[Records for processing Boundary: Start]

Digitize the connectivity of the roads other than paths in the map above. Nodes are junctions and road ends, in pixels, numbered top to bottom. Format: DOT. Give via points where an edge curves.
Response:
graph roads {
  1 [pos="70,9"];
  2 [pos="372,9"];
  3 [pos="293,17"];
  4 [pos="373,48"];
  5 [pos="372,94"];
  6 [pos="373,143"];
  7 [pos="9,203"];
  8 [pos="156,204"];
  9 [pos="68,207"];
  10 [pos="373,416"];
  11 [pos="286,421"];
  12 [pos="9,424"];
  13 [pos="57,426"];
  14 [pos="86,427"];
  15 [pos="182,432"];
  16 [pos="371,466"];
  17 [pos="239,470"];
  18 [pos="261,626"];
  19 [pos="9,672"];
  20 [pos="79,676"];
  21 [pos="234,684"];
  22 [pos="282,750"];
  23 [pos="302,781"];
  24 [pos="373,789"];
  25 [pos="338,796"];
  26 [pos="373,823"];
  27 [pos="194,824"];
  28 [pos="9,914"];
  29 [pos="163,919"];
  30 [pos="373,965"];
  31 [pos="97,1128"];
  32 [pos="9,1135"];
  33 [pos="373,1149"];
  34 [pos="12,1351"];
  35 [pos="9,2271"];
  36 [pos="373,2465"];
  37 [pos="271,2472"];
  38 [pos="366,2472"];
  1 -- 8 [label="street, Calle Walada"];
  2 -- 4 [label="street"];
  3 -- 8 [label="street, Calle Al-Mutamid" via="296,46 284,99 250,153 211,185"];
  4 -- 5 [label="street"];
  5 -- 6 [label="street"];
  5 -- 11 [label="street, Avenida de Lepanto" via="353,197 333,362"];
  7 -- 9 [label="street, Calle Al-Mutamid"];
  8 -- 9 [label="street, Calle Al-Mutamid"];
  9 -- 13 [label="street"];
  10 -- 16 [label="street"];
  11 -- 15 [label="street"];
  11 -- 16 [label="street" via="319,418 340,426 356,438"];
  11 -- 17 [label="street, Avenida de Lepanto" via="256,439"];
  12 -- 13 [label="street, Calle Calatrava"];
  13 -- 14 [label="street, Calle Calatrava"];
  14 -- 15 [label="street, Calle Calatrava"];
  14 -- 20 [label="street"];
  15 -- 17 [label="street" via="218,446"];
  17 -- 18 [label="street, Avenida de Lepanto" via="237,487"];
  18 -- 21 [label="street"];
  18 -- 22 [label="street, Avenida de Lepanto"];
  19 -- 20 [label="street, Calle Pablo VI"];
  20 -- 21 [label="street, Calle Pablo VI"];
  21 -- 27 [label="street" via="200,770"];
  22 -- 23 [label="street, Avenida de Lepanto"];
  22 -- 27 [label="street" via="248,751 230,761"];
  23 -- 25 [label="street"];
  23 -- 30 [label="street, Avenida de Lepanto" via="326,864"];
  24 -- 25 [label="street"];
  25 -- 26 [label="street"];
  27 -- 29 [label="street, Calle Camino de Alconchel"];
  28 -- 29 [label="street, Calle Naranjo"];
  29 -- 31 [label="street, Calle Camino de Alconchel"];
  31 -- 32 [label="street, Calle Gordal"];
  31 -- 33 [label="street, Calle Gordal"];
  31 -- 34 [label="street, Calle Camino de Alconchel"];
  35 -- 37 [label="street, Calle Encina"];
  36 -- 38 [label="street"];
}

[Records for processing Boundary: End]

How many lines in these records hold the string "Pablo"? Reply with the number alone.

2